= PROBLEM TO WORK ON =
Transcribe the data exactly, omitting whatever pictures it holds.

= TASK DATA =
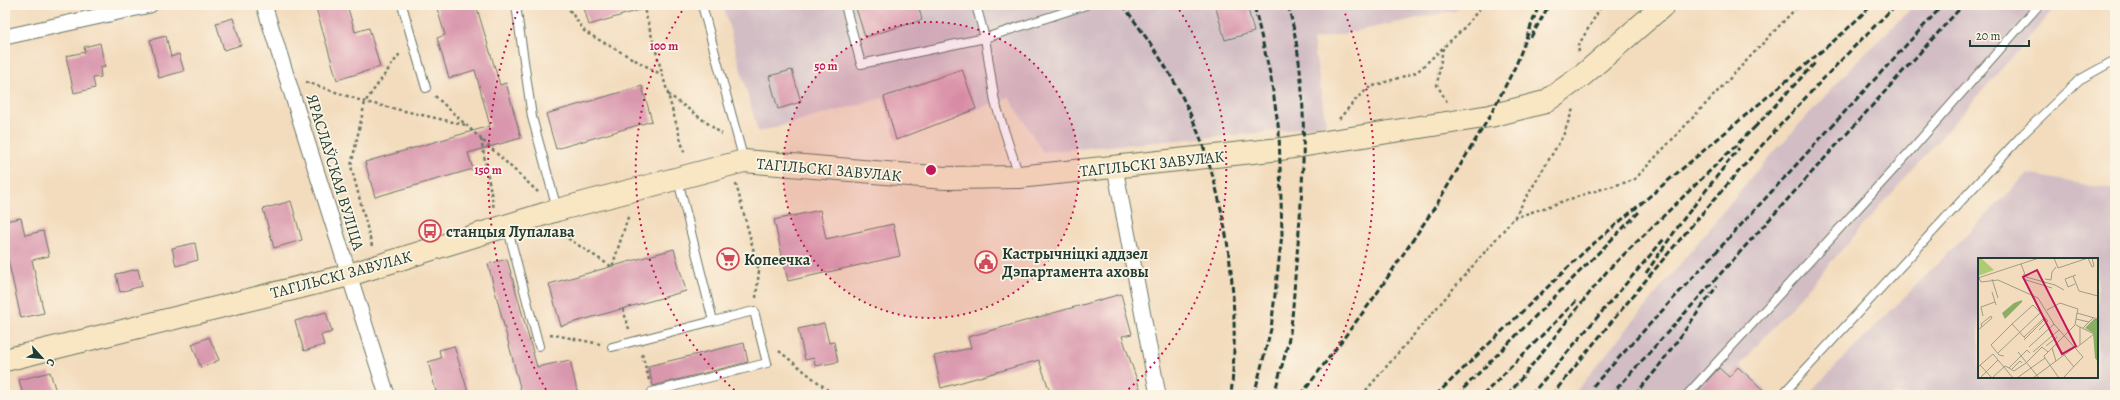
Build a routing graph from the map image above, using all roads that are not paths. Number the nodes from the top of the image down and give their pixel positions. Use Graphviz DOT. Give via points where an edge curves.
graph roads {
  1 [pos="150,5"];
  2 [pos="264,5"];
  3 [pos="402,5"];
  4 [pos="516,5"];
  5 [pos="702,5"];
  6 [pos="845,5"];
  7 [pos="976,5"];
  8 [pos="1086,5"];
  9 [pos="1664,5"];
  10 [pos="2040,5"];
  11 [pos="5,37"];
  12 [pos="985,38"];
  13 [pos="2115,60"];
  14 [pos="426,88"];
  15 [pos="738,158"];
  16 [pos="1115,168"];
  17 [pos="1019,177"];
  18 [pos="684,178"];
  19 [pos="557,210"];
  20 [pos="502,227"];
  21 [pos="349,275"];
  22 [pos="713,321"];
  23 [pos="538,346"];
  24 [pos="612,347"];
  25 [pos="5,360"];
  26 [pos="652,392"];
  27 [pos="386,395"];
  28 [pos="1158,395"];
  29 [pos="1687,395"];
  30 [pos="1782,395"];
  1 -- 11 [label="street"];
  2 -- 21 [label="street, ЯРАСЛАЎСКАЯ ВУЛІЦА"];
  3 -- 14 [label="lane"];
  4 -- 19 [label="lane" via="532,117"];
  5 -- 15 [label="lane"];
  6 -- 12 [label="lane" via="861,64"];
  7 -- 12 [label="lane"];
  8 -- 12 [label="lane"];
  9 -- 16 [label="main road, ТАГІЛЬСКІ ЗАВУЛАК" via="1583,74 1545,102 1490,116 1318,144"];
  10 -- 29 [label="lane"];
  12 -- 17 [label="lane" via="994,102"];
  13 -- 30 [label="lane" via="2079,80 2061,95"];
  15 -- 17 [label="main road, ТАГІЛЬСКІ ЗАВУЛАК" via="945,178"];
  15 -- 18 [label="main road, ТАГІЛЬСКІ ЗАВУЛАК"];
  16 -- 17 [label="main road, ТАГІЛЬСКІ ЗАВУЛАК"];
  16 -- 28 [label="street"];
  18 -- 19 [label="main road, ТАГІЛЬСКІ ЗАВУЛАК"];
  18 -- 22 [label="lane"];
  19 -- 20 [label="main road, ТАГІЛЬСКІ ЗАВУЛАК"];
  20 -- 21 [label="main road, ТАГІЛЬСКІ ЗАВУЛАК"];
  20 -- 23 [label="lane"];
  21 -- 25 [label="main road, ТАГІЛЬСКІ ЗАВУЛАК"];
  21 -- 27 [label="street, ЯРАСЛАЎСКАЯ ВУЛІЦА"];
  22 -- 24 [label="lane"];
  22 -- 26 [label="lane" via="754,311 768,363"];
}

= YOUR SOLUTION =
Build a routing graph from the map image above, using all roads that are not paths. Number the nodes from the top of the image down and give their pixel positions. Use Graphviz DOT. Give via points where an edge curves.
graph roads {
  1 [pos="150,5"];
  2 [pos="264,5"];
  3 [pos="402,5"];
  4 [pos="516,5"];
  5 [pos="702,5"];
  6 [pos="845,5"];
  7 [pos="976,5"];
  8 [pos="1086,5"];
  9 [pos="1664,5"];
  10 [pos="2040,5"];
  11 [pos="5,37"];
  12 [pos="985,38"];
  13 [pos="2115,60"];
  14 [pos="426,88"];
  15 [pos="738,158"];
  16 [pos="1115,168"];
  17 [pos="1019,177"];
  18 [pos="684,178"];
  19 [pos="557,210"];
  20 [pos="502,227"];
  21 [pos="349,275"];
  22 [pos="713,321"];
  23 [pos="538,346"];
  24 [pos="612,347"];
  25 [pos="5,360"];
  26 [pos="652,392"];
  27 [pos="386,395"];
  28 [pos="1158,395"];
  29 [pos="1687,395"];
  30 [pos="1782,395"];
  1 -- 11 [label="street"];
  2 -- 21 [label="street, ЯРАСЛАЎСКАЯ ВУЛІЦА"];
  3 -- 14 [label="lane"];
  4 -- 19 [label="lane" via="532,117"];
  5 -- 15 [label="lane"];
  6 -- 12 [label="lane" via="861,64"];
  7 -- 12 [label="lane"];
  8 -- 12 [label="lane"];
  9 -- 16 [label="main road, ТАГІЛЬСКІ ЗАВУЛАК" via="1583,74 1545,102 1490,116 1318,144"];
  10 -- 29 [label="lane"];
  12 -- 17 [label="lane" via="994,102"];
  13 -- 30 [label="lane" via="2079,80 2061,95"];
  15 -- 17 [label="main road, ТАГІЛЬСКІ ЗАВУЛАК" via="945,178"];
  15 -- 18 [label="main road, ТАГІЛЬСКІ ЗАВУЛАК"];
  16 -- 17 [label="main road, ТАГІЛЬСКІ ЗАВУЛАК"];
  16 -- 28 [label="street"];
  18 -- 19 [label="main road, ТАГІЛЬСКІ ЗАВУЛАК"];
  18 -- 22 [label="lane"];
  19 -- 20 [label="main road, ТАГІЛЬСКІ ЗАВУЛАК"];
  20 -- 21 [label="main road, ТАГІЛЬСКІ ЗАВУЛАК"];
  20 -- 23 [label="lane"];
  21 -- 25 [label="main road, ТАГІЛЬСКІ ЗАВУЛАК"];
  21 -- 27 [label="street, ЯРАСЛАЎСКАЯ ВУЛІЦА"];
  22 -- 24 [label="lane"];
  22 -- 26 [label="lane" via="754,311 768,363"];
}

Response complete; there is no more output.